» **Exercise directions**: Every single entry should be printed exactly.

» **Data to examine**:
↓↓↓
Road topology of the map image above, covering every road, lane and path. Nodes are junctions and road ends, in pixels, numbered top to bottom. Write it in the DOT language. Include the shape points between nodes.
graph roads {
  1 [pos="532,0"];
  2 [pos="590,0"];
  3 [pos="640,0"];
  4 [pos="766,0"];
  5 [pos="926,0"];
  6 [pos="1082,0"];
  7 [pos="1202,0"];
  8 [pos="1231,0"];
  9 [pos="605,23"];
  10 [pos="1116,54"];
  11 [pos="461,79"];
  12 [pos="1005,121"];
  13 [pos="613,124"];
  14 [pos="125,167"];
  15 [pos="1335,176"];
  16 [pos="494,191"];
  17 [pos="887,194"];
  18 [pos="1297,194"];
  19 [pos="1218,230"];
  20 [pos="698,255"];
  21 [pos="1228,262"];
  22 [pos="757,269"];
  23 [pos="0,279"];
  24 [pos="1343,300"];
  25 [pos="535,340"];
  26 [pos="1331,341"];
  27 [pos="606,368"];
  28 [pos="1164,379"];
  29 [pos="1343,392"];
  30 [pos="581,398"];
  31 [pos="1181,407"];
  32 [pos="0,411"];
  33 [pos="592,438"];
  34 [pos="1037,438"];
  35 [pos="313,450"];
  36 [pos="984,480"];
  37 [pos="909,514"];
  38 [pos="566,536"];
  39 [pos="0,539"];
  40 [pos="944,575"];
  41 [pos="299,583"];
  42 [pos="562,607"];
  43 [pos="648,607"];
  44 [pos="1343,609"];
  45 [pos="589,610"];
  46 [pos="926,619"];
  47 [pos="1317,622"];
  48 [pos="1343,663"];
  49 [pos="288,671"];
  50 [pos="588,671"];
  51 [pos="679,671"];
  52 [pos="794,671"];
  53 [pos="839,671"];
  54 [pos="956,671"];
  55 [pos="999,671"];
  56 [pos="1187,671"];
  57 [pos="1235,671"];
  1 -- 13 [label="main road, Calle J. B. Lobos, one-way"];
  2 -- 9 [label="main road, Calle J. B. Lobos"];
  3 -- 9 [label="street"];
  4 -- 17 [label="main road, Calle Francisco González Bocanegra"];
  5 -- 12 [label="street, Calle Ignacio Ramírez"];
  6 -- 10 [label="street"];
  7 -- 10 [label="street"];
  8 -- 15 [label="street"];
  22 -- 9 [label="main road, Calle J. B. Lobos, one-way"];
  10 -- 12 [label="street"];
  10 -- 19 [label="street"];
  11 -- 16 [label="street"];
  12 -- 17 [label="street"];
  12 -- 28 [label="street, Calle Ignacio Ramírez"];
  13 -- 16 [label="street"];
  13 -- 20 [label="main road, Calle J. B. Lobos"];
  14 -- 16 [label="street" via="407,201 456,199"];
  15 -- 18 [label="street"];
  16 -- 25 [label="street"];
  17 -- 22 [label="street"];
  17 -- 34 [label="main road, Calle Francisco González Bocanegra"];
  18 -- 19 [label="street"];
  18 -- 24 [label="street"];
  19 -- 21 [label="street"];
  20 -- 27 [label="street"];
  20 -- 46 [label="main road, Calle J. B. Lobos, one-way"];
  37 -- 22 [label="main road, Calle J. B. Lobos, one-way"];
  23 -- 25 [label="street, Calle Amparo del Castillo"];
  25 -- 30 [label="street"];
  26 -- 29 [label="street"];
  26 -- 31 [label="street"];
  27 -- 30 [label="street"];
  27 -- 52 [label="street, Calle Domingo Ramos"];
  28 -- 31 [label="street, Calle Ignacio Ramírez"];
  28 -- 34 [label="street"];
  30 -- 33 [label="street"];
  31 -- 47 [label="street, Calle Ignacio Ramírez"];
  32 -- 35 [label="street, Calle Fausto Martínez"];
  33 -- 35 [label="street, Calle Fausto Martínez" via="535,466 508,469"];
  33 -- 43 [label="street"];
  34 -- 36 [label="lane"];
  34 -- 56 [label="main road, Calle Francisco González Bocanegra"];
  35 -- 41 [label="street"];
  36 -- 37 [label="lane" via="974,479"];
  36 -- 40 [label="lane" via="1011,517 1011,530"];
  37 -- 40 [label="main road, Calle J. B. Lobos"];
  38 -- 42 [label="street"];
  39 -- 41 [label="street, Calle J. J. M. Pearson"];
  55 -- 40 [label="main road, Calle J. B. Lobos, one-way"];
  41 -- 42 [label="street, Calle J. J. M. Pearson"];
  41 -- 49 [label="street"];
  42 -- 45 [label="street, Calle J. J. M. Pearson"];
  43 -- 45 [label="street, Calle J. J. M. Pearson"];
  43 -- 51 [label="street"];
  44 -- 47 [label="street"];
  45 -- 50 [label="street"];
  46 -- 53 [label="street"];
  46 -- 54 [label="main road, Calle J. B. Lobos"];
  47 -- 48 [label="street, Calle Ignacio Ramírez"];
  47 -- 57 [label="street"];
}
↑↑↑
» **Answer space**:
Road topology of the map image above, covering every road, lane and path. Nodes are junctions and road ends, in pixels, numbered top to bottom. Write it in the DOT language. Include the shape points between nodes.
graph roads {
  1 [pos="532,0"];
  2 [pos="590,0"];
  3 [pos="640,0"];
  4 [pos="766,0"];
  5 [pos="926,0"];
  6 [pos="1082,0"];
  7 [pos="1202,0"];
  8 [pos="1231,0"];
  9 [pos="605,23"];
  10 [pos="1116,54"];
  11 [pos="461,79"];
  12 [pos="1005,121"];
  13 [pos="613,124"];
  14 [pos="125,167"];
  15 [pos="1335,176"];
  16 [pos="494,191"];
  17 [pos="887,194"];
  18 [pos="1297,194"];
  19 [pos="1218,230"];
  20 [pos="698,255"];
  21 [pos="1228,262"];
  22 [pos="757,269"];
  23 [pos="0,279"];
  24 [pos="1343,300"];
  25 [pos="535,340"];
  26 [pos="1331,341"];
  27 [pos="606,368"];
  28 [pos="1164,379"];
  29 [pos="1343,392"];
  30 [pos="581,398"];
  31 [pos="1181,407"];
  32 [pos="0,411"];
  33 [pos="592,438"];
  34 [pos="1037,438"];
  35 [pos="313,450"];
  36 [pos="984,480"];
  37 [pos="909,514"];
  38 [pos="566,536"];
  39 [pos="0,539"];
  40 [pos="944,575"];
  41 [pos="299,583"];
  42 [pos="562,607"];
  43 [pos="648,607"];
  44 [pos="1343,609"];
  45 [pos="589,610"];
  46 [pos="926,619"];
  47 [pos="1317,622"];
  48 [pos="1343,663"];
  49 [pos="288,671"];
  50 [pos="588,671"];
  51 [pos="679,671"];
  52 [pos="794,671"];
  53 [pos="839,671"];
  54 [pos="956,671"];
  55 [pos="999,671"];
  56 [pos="1187,671"];
  57 [pos="1235,671"];
  1 -- 13 [label="main road, Calle J. B. Lobos, one-way"];
  2 -- 9 [label="main road, Calle J. B. Lobos"];
  3 -- 9 [label="street"];
  4 -- 17 [label="main road, Calle Francisco González Bocanegra"];
  5 -- 12 [label="street, Calle Ignacio Ramírez"];
  6 -- 10 [label="street"];
  7 -- 10 [label="street"];
  8 -- 15 [label="street"];
  22 -- 9 [label="main road, Calle J. B. Lobos, one-way"];
  10 -- 12 [label="street"];
  10 -- 19 [label="street"];
  11 -- 16 [label="street"];
  12 -- 17 [label="street"];
  12 -- 28 [label="street, Calle Ignacio Ramírez"];
  13 -- 16 [label="street"];
  13 -- 20 [label="main road, Calle J. B. Lobos"];
  14 -- 16 [label="street" via="407,201 456,199"];
  15 -- 18 [label="street"];
  16 -- 25 [label="street"];
  17 -- 22 [label="street"];
  17 -- 34 [label="main road, Calle Francisco González Bocanegra"];
  18 -- 19 [label="street"];
  18 -- 24 [label="street"];
  19 -- 21 [label="street"];
  20 -- 27 [label="street"];
  20 -- 46 [label="main road, Calle J. B. Lobos, one-way"];
  37 -- 22 [label="main road, Calle J. B. Lobos, one-way"];
  23 -- 25 [label="street, Calle Amparo del Castillo"];
  25 -- 30 [label="street"];
  26 -- 29 [label="street"];
  26 -- 31 [label="street"];
  27 -- 30 [label="street"];
  27 -- 52 [label="street, Calle Domingo Ramos"];
  28 -- 31 [label="street, Calle Ignacio Ramírez"];
  28 -- 34 [label="street"];
  30 -- 33 [label="street"];
  31 -- 47 [label="street, Calle Ignacio Ramírez"];
  32 -- 35 [label="street, Calle Fausto Martínez"];
  33 -- 35 [label="street, Calle Fausto Martínez" via="535,466 508,469"];
  33 -- 43 [label="street"];
  34 -- 36 [label="lane"];
  34 -- 56 [label="main road, Calle Francisco González Bocanegra"];
  35 -- 41 [label="street"];
  36 -- 37 [label="lane" via="974,479"];
  36 -- 40 [label="lane" via="1011,517 1011,530"];
  37 -- 40 [label="main road, Calle J. B. Lobos"];
  38 -- 42 [label="street"];
  39 -- 41 [label="street, Calle J. J. M. Pearson"];
  55 -- 40 [label="main road, Calle J. B. Lobos, one-way"];
  41 -- 42 [label="street, Calle J. J. M. Pearson"];
  41 -- 49 [label="street"];
  42 -- 45 [label="street, Calle J. J. M. Pearson"];
  43 -- 45 [label="street, Calle J. J. M. Pearson"];
  43 -- 51 [label="street"];
  44 -- 47 [label="street"];
  45 -- 50 [label="street"];
  46 -- 53 [label="street"];
  46 -- 54 [label="main road, Calle J. B. Lobos"];
  47 -- 48 [label="street, Calle Ignacio Ramírez"];
  47 -- 57 [label="street"];
}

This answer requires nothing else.